Williams, with his agent Sal DiFazio, staged a news conference for his foundation’s Celebrity Softball Game, in conjunction with the Newark Bears, at Newark’s Riverfront Stadium July 29 to benefit Pediatric Aids and Parkinson’s disease. Inevitably, the conversation turned from the event, which features an appearance by ‘N Sync, to Williams’ condition.

“If for some reason, a degenerative condition that is getting worse every day, started to get better, then yes, he could revisit the issue of playing,” said DiFazio. “But let’s not hold out hope for something unrealistic.

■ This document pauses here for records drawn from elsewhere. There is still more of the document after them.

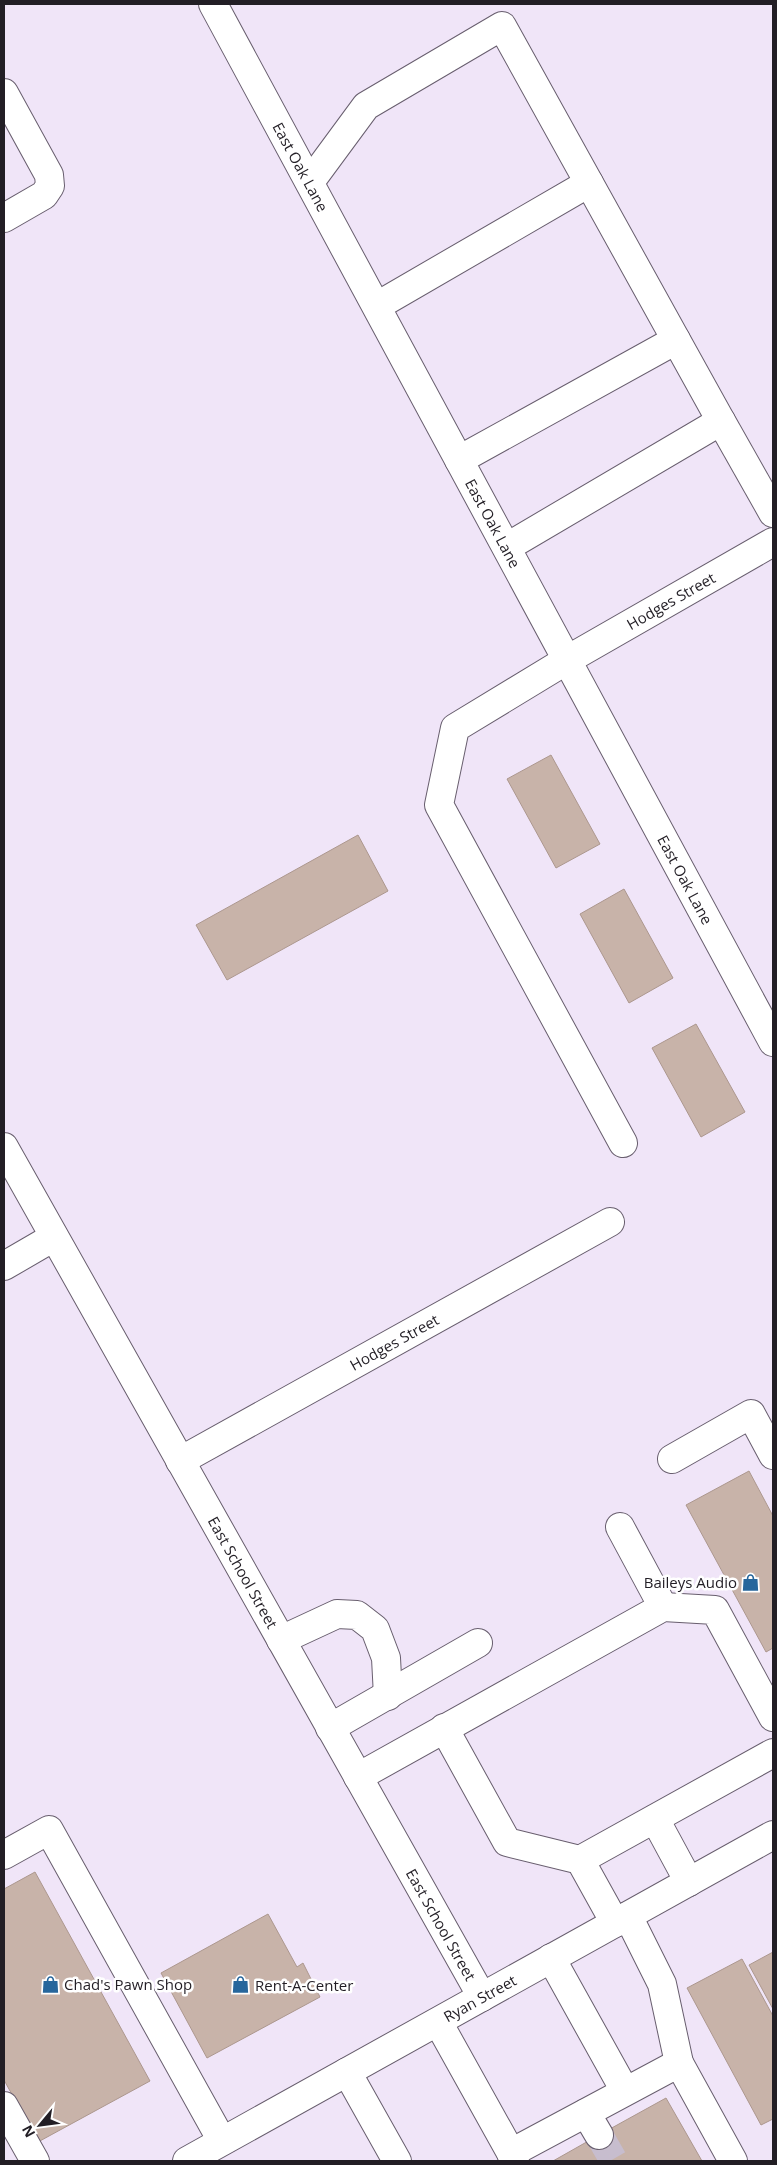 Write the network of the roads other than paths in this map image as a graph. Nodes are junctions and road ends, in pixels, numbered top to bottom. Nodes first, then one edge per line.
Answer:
1 (213, 4) edge
2 (4, 93) edge
3 (310, 182) junction
4 (589, 183) junction
5 (4, 218) edge
6 (377, 306) junction
7 (676, 340) junction
8 (721, 421) junction
9 (459, 460) junction
10 (773, 513) edge
11 (773, 542) edge
12 (506, 547) junction
13 (567, 660) junction
14 (773, 1042) edge
15 (623, 1143) dead end
16 (4, 1147) edge
17 (610, 1222) dead end
18 (54, 1237) junction
19 (4, 1266) edge
20 (773, 1455) edge
21 (672, 1460) dead end
22 (180, 1461) junction
23 (620, 1527) dead end
24 (663, 1607) junction
25 (281, 1640) junction
26 (478, 1643) dead end
27 (388, 1696) junction
28 (773, 1717) edge
29 (330, 1728) junction
30 (444, 1728) junction
31 (773, 1753) edge
32 (358, 1777) junction
33 (655, 1819) junction
34 (773, 1834) edge
35 (4, 1855) edge
36 (580, 1860) junction
37 (689, 1882) junction
38 (621, 1920) junction
39 (551, 1958) junction
40 (482, 1997) junction
41 (438, 2022) junction
42 (679, 2063) junction
43 (347, 2072) junction
44 (625, 2092) junction
45 (4, 2106) edge
46 (222, 2141) junction
47 (513, 2157) edge
48 (35, 2161) edge
49 (187, 2161) edge
50 (397, 2161) edge
51 (733, 2161) edge

1 - 3 street, East Oak Lane
2 - 5 street
3 - 4 street
3 - 6 street, East Oak Lane
4 - 6 street
4 - 7 street
6 - 9 street, East Oak Lane
7 - 8 street
7 - 9 street
8 - 10 street
8 - 12 street
9 - 12 street, East Oak Lane
11 - 13 street, Hodges Street
12 - 13 street, East Oak Lane
13 - 14 street, East Oak Lane
13 - 15 street, Hodges Street
16 - 18 street, East School Street
17 - 22 street, Hodges Street
18 - 19 street
18 - 22 street, East School Street
20 - 21 street
22 - 25 street, East School Street
23 - 24 street
24 - 28 street
24 - 30 street
25 - 27 street
25 - 29 street, East School Street
26 - 27 street
27 - 29 street
29 - 32 street, East School Street
30 - 32 street
30 - 36 street
31 - 33 street
32 - 40 street, East School Street
33 - 36 street
33 - 37 street
34 - 37 street, Ryan Street
35 - 46 street
36 - 38 street
37 - 38 street, Ryan Street
38 - 39 street, Ryan Street
38 - 42 street
39 - 40 street, Ryan Street
39 - 44 street
40 - 41 street, Ryan Street
41 - 43 street, Ryan Street
41 - 47 street
42 - 44 street
42 - 51 street
43 - 46 street, Ryan Street
43 - 50 street
44 - 47 street
45 - 48 street
46 - 49 street, Ryan Street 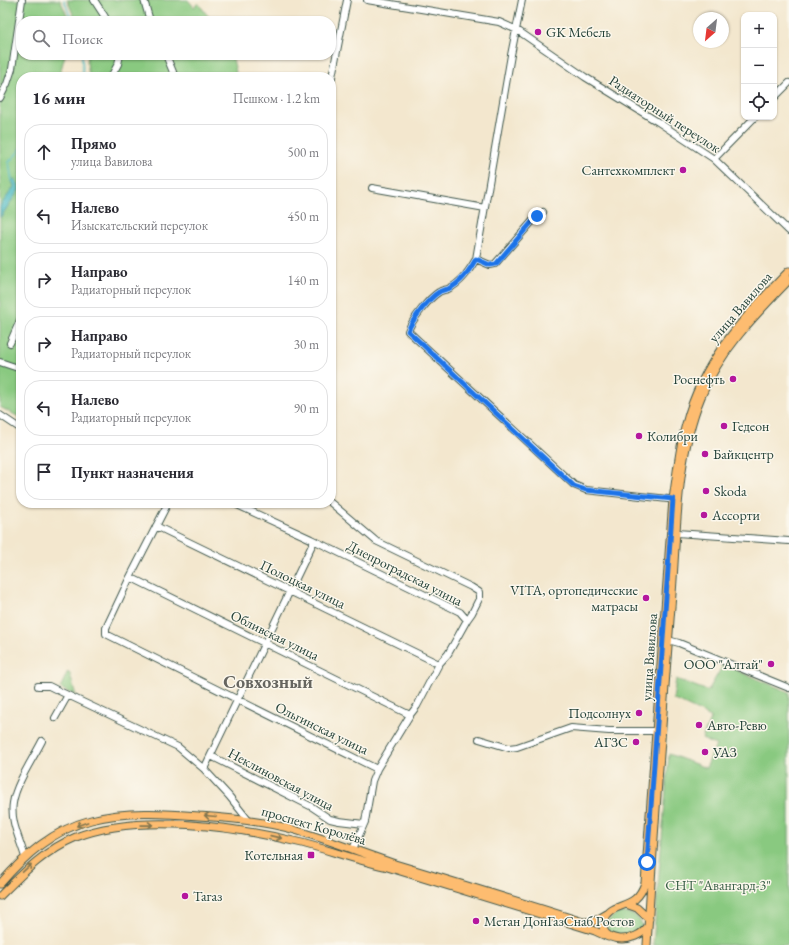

“The doctors [in the next few weeks] are going to make a decision on whether he can play based upon where he is right now and where he was in March,” added DiFazio. “Frankly, off the workouts we became aware that the residual effects of the changes in his knee [from] the leg fracture and resulting cartilage damage were so serious that it has raised substantial questions as to where his future lies.”

In March, Williams still was steadfastly rehabilitating a horrific right knee and leg injury suffered April 1, 1999. When he returned to an estimated 80-85 percent performance level, Williams broke his left foot. But the foot was irrelevant, DiFazio said, citing “residual” effects from practicing, such as swelling and pain, which makes playing an impossibility.

“Although he was able to function at some level in practice those days,” DiFazio said, “what many people didn’t see were the residual effects: severe swelling, a lot of pain. Unfortunately, those are conditions that are not going to allow him to continue with his career in the NBA if they continue…If the knee is such that all the rehab in the world is never going to get him to the point where he can play then that’s what it is and that’s not going to change.”

If Williams does not play in the upcoming season, – “rest assured he would have a difficult time [doing it],” DiFazio said – the final three years of his six-year, $85 million deal comes off the Nets’ salary cap following the ’00-01 campaign.

The Nets would be entitled to some cap relief this season, an exception of 8 percent above the league average. Williams, if unable to perform for medical reasons, gets paid in full with insurance footing the bill after paying 80 percent the past two years.

“I can’t hold up an organization. I don’t know if it would be one year or five years. One monkey don’t stop the show,” Williams said. “I don’t want to tell the Nets, ‘Hey, I’ll be ready in December, next year, give me two years.’ They’ve got draft picks and other moves to make if I’m not back.”